Researchers at Sweden-based Chalmers University of Technology, in collaboration with researchers in China and Italy, have found that graphene-based heat pipes can help solve the problems of cooling electronics and power systems used in avionics, data centers, and other power electronics.
Electronics and data centers need to be efficiently cooled and rid of excess heat in order to function properly. Currently, heat pipes are usually made of copper, aluminum or their alloys. Due to the relatively high density and limited heat transmission capacity of these materials, heat pipes are facing severe challenges in future power devices and data centers.
Large data centers are extremely energy-intensive, and their environmental impact is significant. Reducing the climate footprint of this industry is therefore vital. The researchers' discoveries here could make a significant energy efficiency contribution to these data centers, and in other applications as well.
The graphene-enhanced heat pipe exhibits a specific thermal transfer coefficient which is about 3.5 times better than that of copper-based heat pipe. The new findings pave the way for using graphene-enhanced heat pipes in lightweight and large capacity cooling applications, as required in many applications such as avionics, automotive electronics, laptop computers, handsets, data centers and aerospace electronics.
The graphene-enhanced heat pipes are made of high thermal conductivity graphene assembled films assisted with carbon fiber wicker enhanced inner surfaces. The researchers tested pipes of 6mm outer diameter and 150mm length. They show great advantages and potential for cooling of a variety of electronics and power systems, especially where low weight and high corrosion resistance are required.

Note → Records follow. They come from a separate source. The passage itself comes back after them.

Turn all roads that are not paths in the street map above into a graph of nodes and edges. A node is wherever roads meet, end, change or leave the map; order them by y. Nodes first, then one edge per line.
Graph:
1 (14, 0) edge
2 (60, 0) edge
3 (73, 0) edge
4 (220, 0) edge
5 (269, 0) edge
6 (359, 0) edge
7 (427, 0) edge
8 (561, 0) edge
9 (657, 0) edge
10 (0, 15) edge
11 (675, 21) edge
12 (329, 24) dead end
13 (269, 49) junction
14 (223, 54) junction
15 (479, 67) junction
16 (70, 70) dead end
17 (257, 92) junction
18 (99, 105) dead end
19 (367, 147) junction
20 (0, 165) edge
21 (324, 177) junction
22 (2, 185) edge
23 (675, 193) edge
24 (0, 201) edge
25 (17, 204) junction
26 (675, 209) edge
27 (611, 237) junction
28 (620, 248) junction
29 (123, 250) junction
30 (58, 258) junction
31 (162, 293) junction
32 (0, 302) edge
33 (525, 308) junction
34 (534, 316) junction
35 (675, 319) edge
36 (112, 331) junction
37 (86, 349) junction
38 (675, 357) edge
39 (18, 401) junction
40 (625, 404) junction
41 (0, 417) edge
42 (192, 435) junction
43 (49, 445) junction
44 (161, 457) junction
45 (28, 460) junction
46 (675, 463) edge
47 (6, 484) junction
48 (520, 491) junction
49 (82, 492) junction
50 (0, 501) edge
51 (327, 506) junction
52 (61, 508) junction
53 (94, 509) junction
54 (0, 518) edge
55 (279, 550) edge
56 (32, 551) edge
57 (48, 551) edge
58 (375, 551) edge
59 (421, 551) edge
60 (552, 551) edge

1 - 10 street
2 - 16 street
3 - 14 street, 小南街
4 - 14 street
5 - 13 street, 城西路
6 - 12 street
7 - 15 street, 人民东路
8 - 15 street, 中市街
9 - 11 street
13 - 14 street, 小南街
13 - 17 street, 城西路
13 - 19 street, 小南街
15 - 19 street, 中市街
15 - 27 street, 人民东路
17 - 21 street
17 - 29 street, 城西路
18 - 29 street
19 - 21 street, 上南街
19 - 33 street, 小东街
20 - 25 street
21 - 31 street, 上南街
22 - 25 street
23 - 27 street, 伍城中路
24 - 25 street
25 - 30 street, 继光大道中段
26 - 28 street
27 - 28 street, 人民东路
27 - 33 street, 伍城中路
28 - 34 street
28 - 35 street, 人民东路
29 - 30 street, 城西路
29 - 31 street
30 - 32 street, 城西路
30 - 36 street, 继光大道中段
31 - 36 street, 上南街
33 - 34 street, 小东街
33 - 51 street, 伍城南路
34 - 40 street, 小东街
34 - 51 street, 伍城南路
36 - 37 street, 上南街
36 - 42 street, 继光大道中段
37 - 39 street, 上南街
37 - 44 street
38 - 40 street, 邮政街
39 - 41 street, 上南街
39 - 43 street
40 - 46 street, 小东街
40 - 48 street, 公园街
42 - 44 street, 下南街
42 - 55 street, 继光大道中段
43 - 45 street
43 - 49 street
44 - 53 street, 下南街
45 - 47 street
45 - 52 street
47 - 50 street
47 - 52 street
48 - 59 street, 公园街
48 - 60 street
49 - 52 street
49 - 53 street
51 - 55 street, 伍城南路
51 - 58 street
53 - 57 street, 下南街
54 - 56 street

"The condenser section, the cold part of the graphene-enhanced heat pipe, can be substituted by a heat sink or a fan to make the cooling even more efficient when applied in a real case," explains Ya Liu, PhD Student at the Electronics Materials and Systems Laboratory at Chalmers.
The new study is based on a collaboration between researchers from Chalmers University of Technology, Fudan University, Shanghai University, China, SHT Smart High-Tech AB, Sweden and Marche Polytechnic University, Italy.